Saved entries
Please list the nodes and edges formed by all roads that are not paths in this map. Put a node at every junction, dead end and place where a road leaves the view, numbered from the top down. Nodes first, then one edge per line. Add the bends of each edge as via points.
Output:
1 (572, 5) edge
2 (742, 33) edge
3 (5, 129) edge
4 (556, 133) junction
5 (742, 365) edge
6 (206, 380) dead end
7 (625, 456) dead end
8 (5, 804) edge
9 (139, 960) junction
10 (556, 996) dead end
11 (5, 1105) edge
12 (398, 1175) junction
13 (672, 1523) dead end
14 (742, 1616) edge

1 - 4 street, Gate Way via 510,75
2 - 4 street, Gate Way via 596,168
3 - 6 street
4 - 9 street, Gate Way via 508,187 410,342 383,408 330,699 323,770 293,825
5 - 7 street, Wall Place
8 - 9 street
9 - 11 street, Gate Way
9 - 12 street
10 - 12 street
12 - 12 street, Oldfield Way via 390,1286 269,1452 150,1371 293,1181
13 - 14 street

-- YOUR GOAL --
The records shown above should be given again word for word.

-- ANSWER SECTION --
Please list the nodes and edges formed by all roads that are not paths in this map. Put a node at every junction, dead end and place where a road leaves the view, numbered from the top down. Nodes first, then one edge per line. Add the bends of each edge as via points.
Output:
1 (572, 5) edge
2 (742, 33) edge
3 (5, 129) edge
4 (556, 133) junction
5 (742, 365) edge
6 (206, 380) dead end
7 (625, 456) dead end
8 (5, 804) edge
9 (139, 960) junction
10 (556, 996) dead end
11 (5, 1105) edge
12 (398, 1175) junction
13 (672, 1523) dead end
14 (742, 1616) edge

1 - 4 street, Gate Way via 510,75
2 - 4 street, Gate Way via 596,168
3 - 6 street
4 - 9 street, Gate Way via 508,187 410,342 383,408 330,699 323,770 293,825
5 - 7 street, Wall Place
8 - 9 street
9 - 11 street, Gate Way
9 - 12 street
10 - 12 street
12 - 12 street, Oldfield Way via 390,1286 269,1452 150,1371 293,1181
13 - 14 street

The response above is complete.